Expansion of the A-MAN Program is under way in a number of local and national projects. Locally, A-MAN is seeking funding partnerships to purchase the present ISD&L site along with an additional 17,000 sq/ft co-located in the same building. This expansion will greatly enhance the over all projects outlined below.
A Partnership with Holman United Methodist Church of Los Angeles will create an additional computer technology center in the community. This site is based on the successful D.C. STARS model. Nationally: Kappa Alpha Psi, one of the nation's leading African-American Fraternities, has selected the A-MAN ISD&L model as its guide right youth program to expose students from grades 1-12 to science and technology. Over 3,000 students and role models will participate.
The ISD&L Center serves the Los Angeles Inner-city communities as a technologies resource site where youngsters between the ages of 5 and 18 and parents share and participate in scientific and technological experiences. The 7,500 sq/ft center utilizes reading lab, computer lab, laser and robotics lab, multi media lab and environmental sciences experiments to expose students to 21st century technologies. Students also explore technologies through study tours to local museums and Hi-tech centers such as JPL. Over 1,200 students attend sessions through out the year at the center. In 2000 the #1 science student in the state of California came from the A-MAN program and was also named the A-MAN senior achiever of the year.
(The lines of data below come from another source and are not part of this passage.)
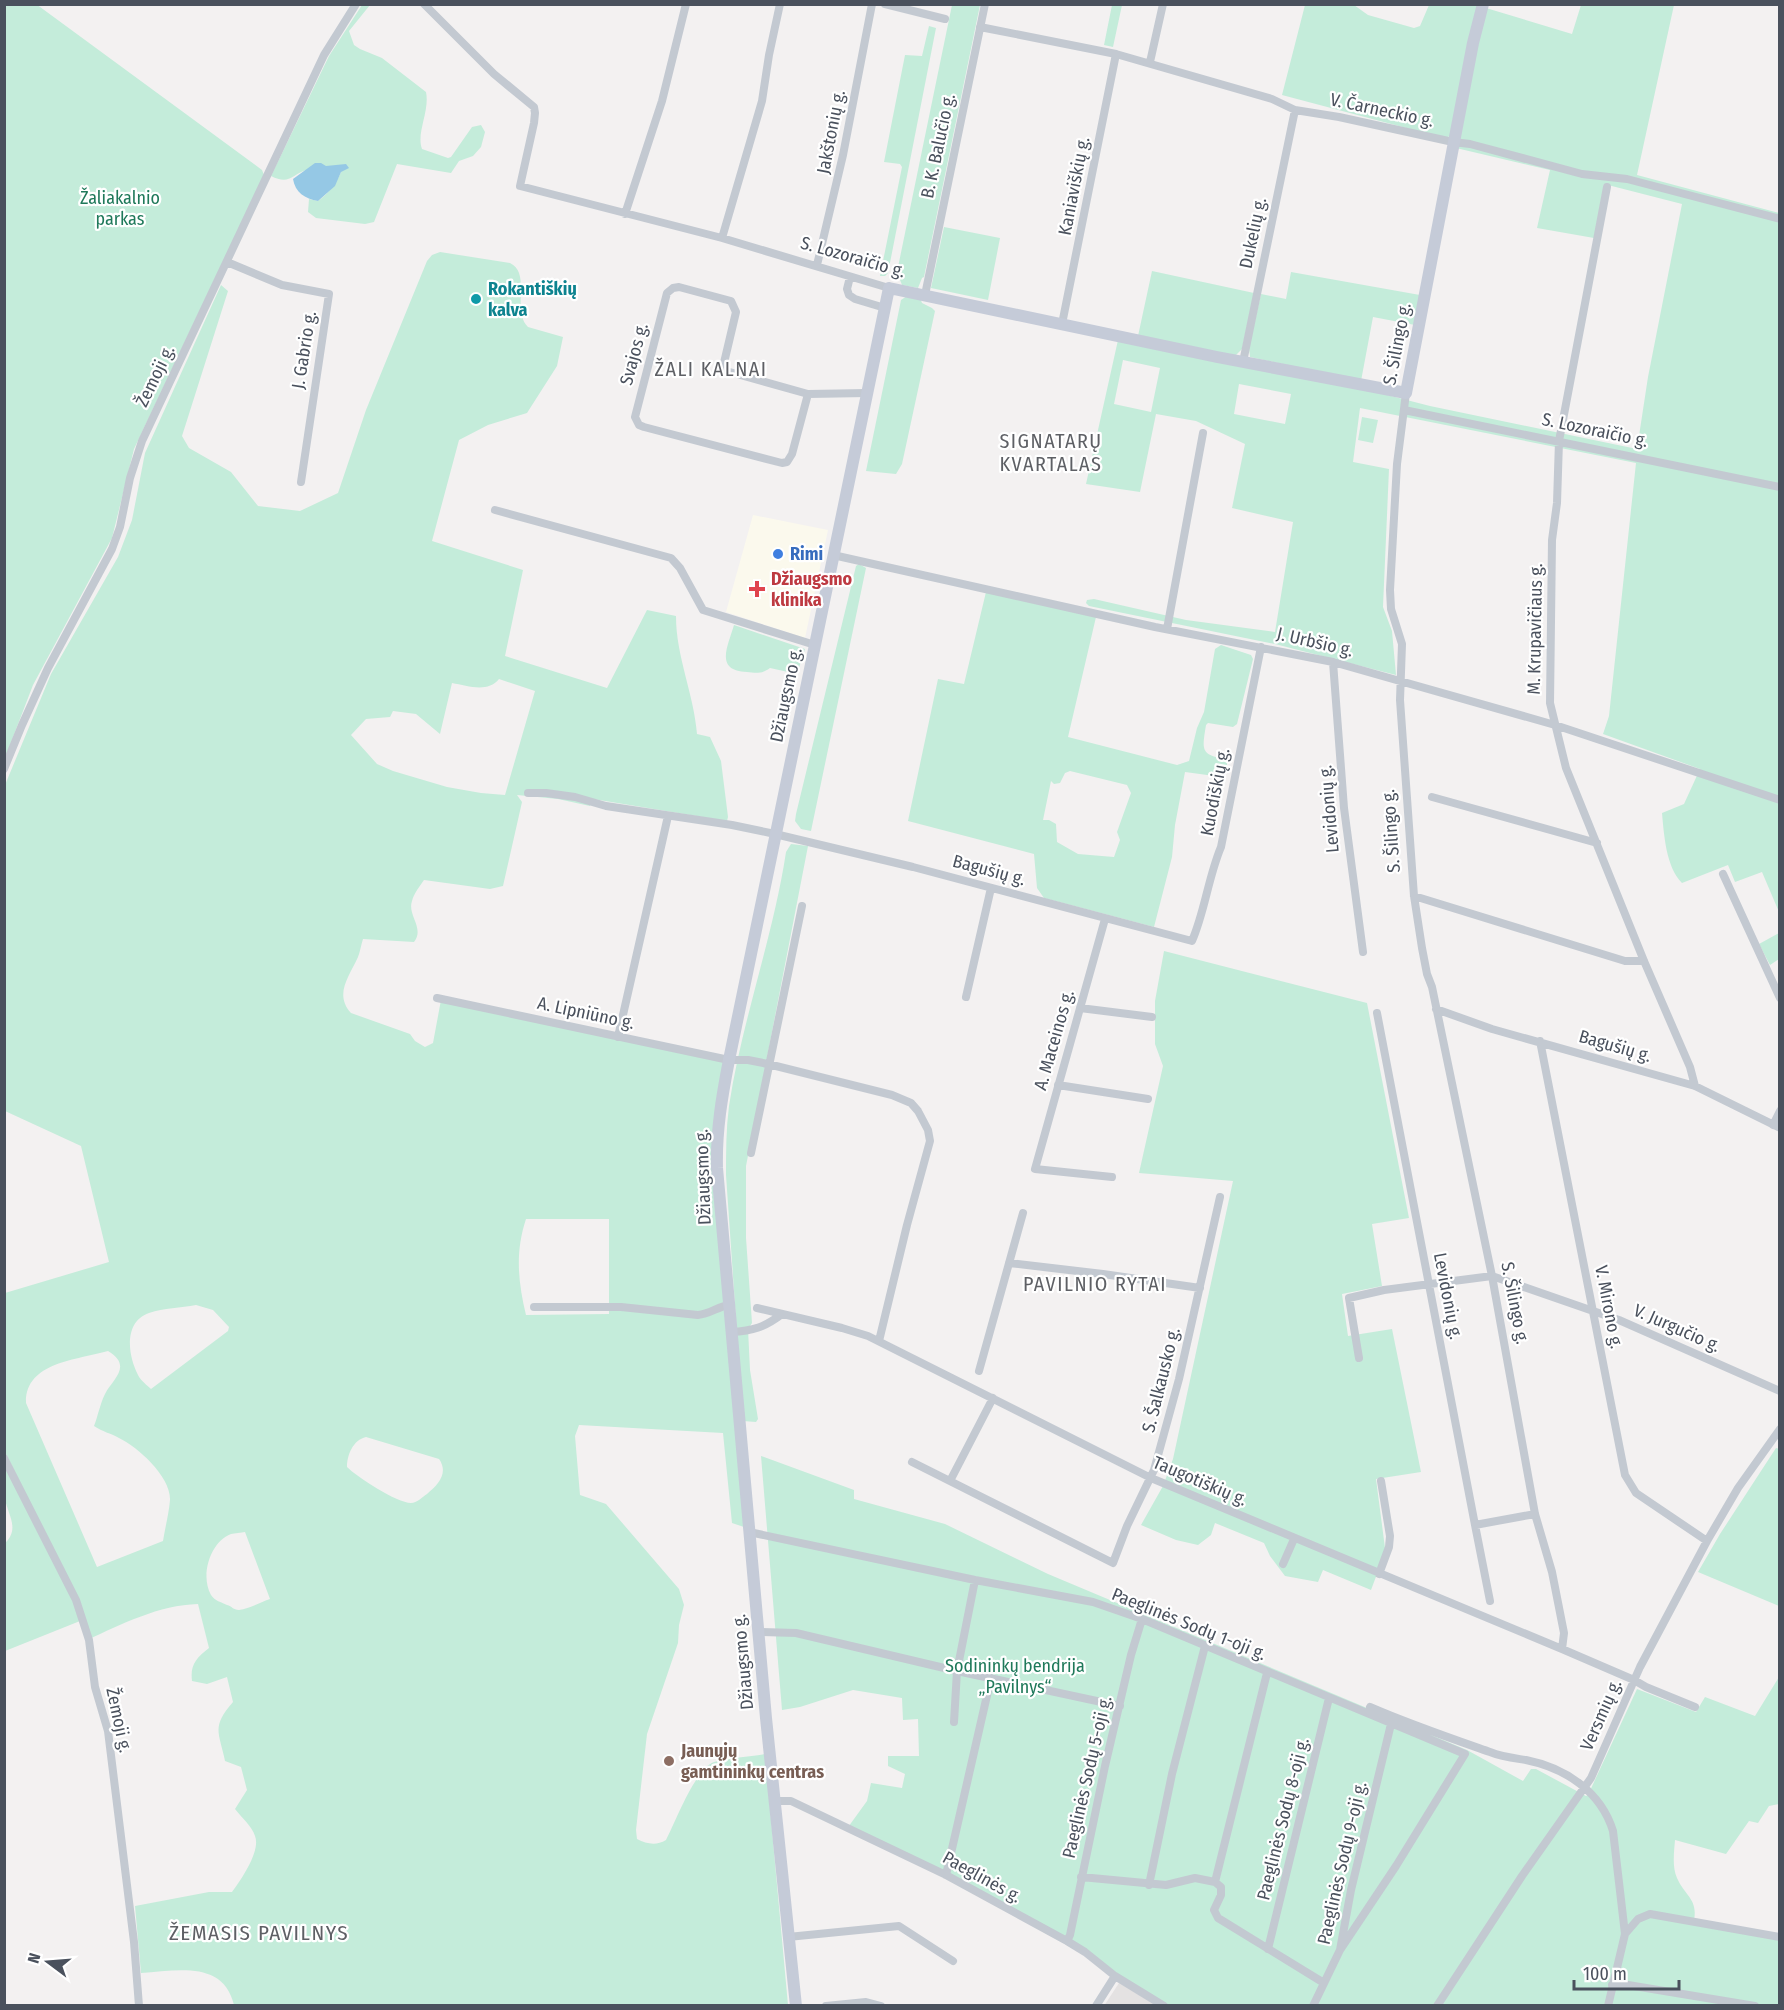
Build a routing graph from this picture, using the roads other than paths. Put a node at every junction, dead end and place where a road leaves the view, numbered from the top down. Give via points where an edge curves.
1 (356, 4) edge
2 (424, 4) edge
3 (686, 4) edge
4 (780, 4) edge
5 (872, 4) edge
6 (885, 4) edge
7 (985, 4) edge
8 (1163, 4) edge
9 (1482, 4) edge
10 (945, 19) dead end
11 (980, 27) junction
12 (1116, 54) junction
13 (1149, 62) junction
14 (1295, 110) junction
15 (1453, 142) junction
16 (1607, 187) dead end
17 (625, 214) junction
18 (1779, 219) edge
19 (722, 238) junction
20 (227, 262) junction
21 (818, 265) junction
22 (850, 276) junction
23 (889, 288) junction
24 (925, 295) junction
25 (885, 308) junction
26 (1062, 324) junction
27 (1243, 362) junction
28 (867, 393) junction
29 (1406, 393) junction
30 (808, 394) junction
31 (1404, 410) junction
32 (1203, 433) dead end
33 (1559, 441) junction
34 (301, 482) dead end
35 (1779, 486) edge
36 (495, 510) dead end
37 (833, 555) junction
38 (1167, 629) junction
39 (815, 645) junction
40 (1261, 647) junction
41 (1333, 662) junction
42 (1399, 681) junction
43 (1555, 725) junction
44 (4, 769) edge
45 (528, 794) dead end
46 (1432, 797) dead end
47 (1779, 800) edge
48 (668, 816) junction
49 (775, 834) junction
50 (1597, 843) junction
51 (1723, 874) dead end
52 (991, 888) junction
53 (1414, 896) junction
54 (802, 906) dead end
55 (1105, 919) junction
56 (1192, 941) joint
57 (1363, 952) dead end
58 (1644, 962) junction
59 (966, 997) dead end
60 (437, 998) dead end
61 (1779, 998) edge
62 (1080, 1008) junction
63 (1436, 1009) junction
64 (1377, 1013) dead end
65 (1152, 1017) dead end
66 (618, 1036) junction
67 (1540, 1041) junction
68 (729, 1060) junction
69 (768, 1064) junction
70 (1058, 1085) junction
71 (1695, 1086) junction
72 (1148, 1099) dead end
73 (1779, 1111) edge
74 (1776, 1127) edge
75 (751, 1153) dead end
76 (1112, 1177) dead end
77 (1220, 1197) dead end
78 (1023, 1213) dead end
79 (1009, 1263) junction
80 (1492, 1276) junction
81 (1429, 1285) junction
82 (1200, 1288) junction
83 (729, 1305) junction
84 (534, 1307) dead end
85 (757, 1308) dead end
86 (1593, 1311) junction
87 (782, 1314) junction
88 (731, 1332) junction
89 (879, 1341) junction
90 (1359, 1358) dead end
91 (979, 1371) dead end
92 (1779, 1391) edge
93 (993, 1398) junction
94 (1779, 1429) edge
95 (4, 1458) edge
96 (912, 1462) dead end
97 (1151, 1478) junction
98 (1381, 1480) dead end
99 (950, 1481) junction
100 (1535, 1514) junction
101 (1475, 1525) junction
102 (749, 1532) junction
103 (1294, 1539) junction
104 (1707, 1541) junction
105 (1283, 1564) dead end
106 (1379, 1574) junction
107 (975, 1580) junction
108 (1490, 1601) dead end
109 (1142, 1619) junction
110 (758, 1632) junction
111 (1205, 1646) junction
112 (1562, 1649) junction
113 (957, 1671) junction
114 (1267, 1673) junction
115 (991, 1678) junction
116 (1634, 1680) junction
117 (1329, 1698) junction
118 (1120, 1706) junction
119 (1370, 1707) dead end
120 (1695, 1707) dead end
121 (954, 1722) dead end
122 (1391, 1724) junction
123 (1585, 1787) junction
124 (774, 1801) junction
125 (946, 1875) junction
126 (1082, 1877) junction
127 (1215, 1882) junction
128 (1149, 1885) junction
129 (1625, 1934) junction
130 (788, 1936) junction
131 (1779, 1937) edge
132 (1067, 1941) junction
133 (1268, 1949) junction
134 (1340, 1950) junction
135 (953, 1961) dead end
136 (1115, 1976) junction
137 (1324, 1983) junction
138 (1612, 1985) junction
139 (139, 2006) edge
140 (796, 2006) edge
141 (826, 2006) edge
142 (881, 2006) edge
143 (1096, 2006) edge
144 (1164, 2006) edge
145 (1313, 2006) edge
146 (1437, 2006) edge
147 (1608, 2006) edge
148 (1755, 2006) edge

1 - 20 street, Žemoji g. via 324,55
2 - 17 street, S. Lozoraičio g. via 494,74 534,107 520,186
3 - 17 street via 662,101
4 - 19 street via 762,101
5 - 21 street, Jakštonių g.
6 - 10 street
7 - 11 street, B. K. Balučio g.
8 - 13 street
9 - 15 street, S. Šilingo g.
11 - 12 street, V. Čarneckio g.
11 - 24 street, B. K. Balučio g.
12 - 13 street, V. Čarneckio g.
12 - 26 street, Kaniaviškių g.
13 - 14 street, V. Čarneckio g. via 1272,99
14 - 15 street, V. Čarneckio g.
14 - 27 street, Dukelių g.
15 - 18 street, V. Čarneckio g. via 1582,174 1627,179
15 - 29 street, S. Šilingo g.
16 - 33 street, M. Krupavičiaus g.
17 - 19 street, S. Lozoraičio g.
19 - 21 street, S. Lozoraičio g.
20 - 34 street, J. Gabrio g. via 282,285 329,294
20 - 44 street, Žemoji g. via 142,441 112,549 48,668
21 - 22 street, S. Lozoraičio g.
22 - 23 street, S. Lozoraičio g.
22 - 25 street via 849,295
23 - 24 street, S. Lozoraičio g.
23 - 25 street, Džiaugsmo g.
24 - 26 street, S. Lozoraičio g.
25 - 28 street, Džiaugsmo g.
26 - 27 street, S. Lozoraičio g.
27 - 29 street, S. Lozoraičio g.
28 - 30 street, Svajos g.
28 - 37 street, Džiaugsmo g.
29 - 31 street, S. Šilingo g.
30 - 30 street, Svajos g. via 726,371 723,367 736,312 733,304 679,287 667,293 635,417 644,427 782,463 792,454
31 - 33 street, S. Lozoraičio g.
31 - 42 street, S. Šilingo g. via 1390,590 1391,609 1402,644
32 - 38 street
33 - 35 street, S. Lozoraičio g.
33 - 43 street, M. Krupavičiaus g. via 1550,629 1550,704
36 - 39 street via 671,558 681,568 703,610
37 - 38 street, J. Urbšio g.
37 - 39 street, Džiaugsmo g.
38 - 40 street, J. Urbšio g.
39 - 49 street, Džiaugsmo g.
40 - 41 street, J. Urbšio g.
40 - 56 street, Kuodiškių g. via 1221,847
41 - 42 street, J. Urbšio g.
41 - 57 street, Levidonių g. via 1344,808
42 - 43 street, J. Urbšio g.
42 - 53 street, S. Šilingo g.
43 - 47 street, J. Urbšio g.
43 - 50 street, M. Krupavičiaus g. via 1566,768
45 - 48 street, Bagušių g. via 575,797
46 - 50 street
48 - 49 street, Bagušių g.
48 - 66 street
49 - 52 street, Bagušių g.
49 - 68 street, Džiaugsmo g.
50 - 58 street, M. Krupavičiaus g.
51 - 61 street
52 - 55 street, Bagušių g.
52 - 59 street
53 - 58 street via 1625,961
53 - 63 street, S. Šilingo g.
54 - 69 street
55 - 56 street, Bagušių g.
55 - 62 street, A. Maceinos g.
58 - 71 street, M. Krupavičiaus g.
60 - 66 street, A. Lipniūno g.
62 - 65 street
62 - 70 street, A. Maceinos g.
63 - 67 street, Bagušių g.
63 - 80 street, S. Šilingo g.
64 - 81 street, Levidonių g.
66 - 68 street, A. Lipniūno g.
67 - 71 street, Bagušių g.
67 - 86 street, V. Mirono g.
68 - 69 street, A. Lipniūno g.
68 - 83 street, Džiaugsmo g. via 717,1142
69 - 75 street
69 - 89 street, A. Lipniūno g. via 892,1095 911,1103 926,1123 930,1141
70 - 72 street
70 - 76 street, A. Maceinos g. via 1035,1169
71 - 74 street, Bagušių g.
73 - 74 street
77 - 82 street, S. Šalkausko g.
78 - 79 street
79 - 82 street
79 - 91 street
80 - 81 street, V. Jurgučio g.
80 - 86 street, V. Jurgučio g.
80 - 100 street, S. Šilingo g.
81 - 90 street, V. Jurgučio g. via 1349,1298
81 - 101 street, Levidonių g.
82 - 97 street, S. Šalkausko g.
83 - 84 street via 698,1315 621,1307
83 - 88 street, Džiaugsmo g.
85 - 87 street, Taugotiškių g.
86 - 92 street, V. Jurgučio g.
86 - 104 street, V. Mirono g. via 1621,1465 1628,1484
87 - 88 street via 752,1331
87 - 89 street, Taugotiškių g.
88 - 102 street, Džiaugsmo g.
89 - 93 street, Taugotiškių g.
93 - 97 street, Taugotiškių g.
93 - 99 street
94 - 104 street, Versmių g.
95 - 139 street, Žemoji g. via 76,1600 89,1640 95,1687 108,1731
96 - 99 street
97 - 99 street, S. Šalkausko g. via 1113,1563
97 - 103 street, Taugotiškių g.
98 - 106 street via 1390,1536
100 - 101 street
100 - 112 street, S. Šilingo g. via 1552,1572 1564,1633
101 - 108 street, Levidonių g.
102 - 107 street, Paeglinės Sodų 1-oji g.
102 - 110 street, Džiaugsmo g.
103 - 105 street
103 - 106 street, Taugotiškių g.
104 - 116 street, Versmių g.
106 - 112 street, Taugotiškių g.
107 - 109 street, Paeglinės Sodų 1-oji g. via 1093,1602
107 - 113 street
109 - 111 street, Paeglinės Sodų 1-oji g.
109 - 118 street, Paeglinės Sodų 5-oji g.
110 - 113 street via 796,1633
110 - 124 street, Džiaugsmo g.
111 - 114 street, Paeglinės Sodų 1-oji g.
111 - 128 street
112 - 116 street, Taugotiškių g.
113 - 115 street
113 - 121 street
114 - 117 street, Paeglinės Sodų 1-oji g.
114 - 127 street
115 - 118 street
115 - 125 street
116 - 120 street, Taugotiškių g.
116 - 123 street, Versmių g.
117 - 122 street, Paeglinės Sodų 1-oji g.
117 - 133 street, Paeglinės Sodų 8-oji g.
118 - 126 street, Paeglinės Sodų 5-oji g.
119 - 123 street via 1492,1753 1539,1763
122 - 134 street, Paeglinės Sodų 9-oji g.
122 - 134 street, Paeglinės Sodų 1-oji g. via 1465,1754
123 - 129 street via 1605,1812 1613,1832
123 - 146 street, Versmių g.
124 - 125 street, Paeglinės g. via 795,1803
124 - 130 street, Džiaugsmo g.
125 - 132 street, Paeglinės g.
126 - 128 street
126 - 132 street, Paeglinės Sodų 5-oji g.
127 - 128 street via 1189,1878 1176,1884
127 - 133 street via 1221,1891 1214,1914
129 - 131 street via 1638,1919 1650,1914
129 - 138 street
130 - 135 street via 899,1926
130 - 140 street, Džiaugsmo g.
132 - 136 street, Paeglinės g.
133 - 137 street
134 - 137 street, Paeglinės Sodų 9-oji g.
136 - 143 street
136 - 144 street, Paeglinės g.
137 - 145 street, Paeglinės Sodų 9-oji g.
138 - 147 street
138 - 148 street
141 - 142 street via 866,2002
The After School Academy for Innovation & Invention program has recently been recognized on a number of local area and national TV news programs as supplying a very sorely needed service to the community. During the summer months, area students attend the Summer Science Academy 10 hours/day where they experience science, invention and innovation sessions. Additionally summer fun in recreation and golf is enjoyed.
The A-MAN, Inc. International Science Discovery & Learning Center, in conjunction with the U.S. Air Force Space and Missile Systems Center (SMC), created the Saturday Science Academy. Now in its fourth year the Saturday Science Academy (SSA) strives to stimulate interest in technical fields and to encourage the career paths of secondary school students who have been traditionally underrepresented in science and technology fields. In response to the lack of African American and Hispanic students, especially women, pursuing degrees in engineering and science, the SSA serves as a source of support to encourage students to attend college and pursue technical degrees. With that goal in mind, SSA is designed to address the following areas:
The SSA is structured so that students (elementary - high school) will meet at least two Saturdays a month from October to May. During the sessions, students will participate in various Engineering Design Projects, Technical Seminars, and Math Competitions, receive free tutoring, tour area engineering companies and colleges, and Middle School and High School students will compete in the annual Robert H. Herndon Memorial Science Competition at The Aerospace Corporation in El Segundo, CA. The A-MAN SSA is also a chartered National Society of Black Engineers (NSBE) Jr. Chapter.
A-MAN holds an annual Recognition Dinner event where student achievers and role models are presented. During the event, "Passing the Torch" awards are presented to selected honorees from the fields of science, technology, education, medicine and business. Dr. Jerome Lemelson was an honoree posthumously in 1999 of this very prestigious award. At the 2001 dinner event Mrs. Dorothy Lemelson was also honored for her dedicated service in the area of education. The 10th Annual 2002 Dinner program Honorees included Ms. Victoria Lowe CEO of Alert Staffing a full service nationwide staffing service and Dr. Arthur B.C. Walker, II (Posthumously) Professor of Applied Physics at Stanford University. Dr. Walker is most noted for his pioneering studies of high-energy radiation from the Sun and other astronomical sources. In 1995 South African President Nelson Mandela was an honoree.
The Digital Divide issues are addressed at the ISD&L Center through the donated Jerome & Dorothy Lemelson Multi-Media and Internet lab. Here students learn web site development, Internet operations and utilize the computer/ISDN in a distance learning concept linked with the Lemelson Center at the Museum of American History and the Lemelson/A-MAN D.C. Stars program in S.E. Washington, D.C. The D.C. STARS site made history by opening the first (ISDN) Internet operations serving this low-income area. The first STARS program-graduating senior now attends Howard University in computer science on full scholarship. The DC Stars program expanded locally through Kappa Alpha Psi Fraternity's Guide Right Program.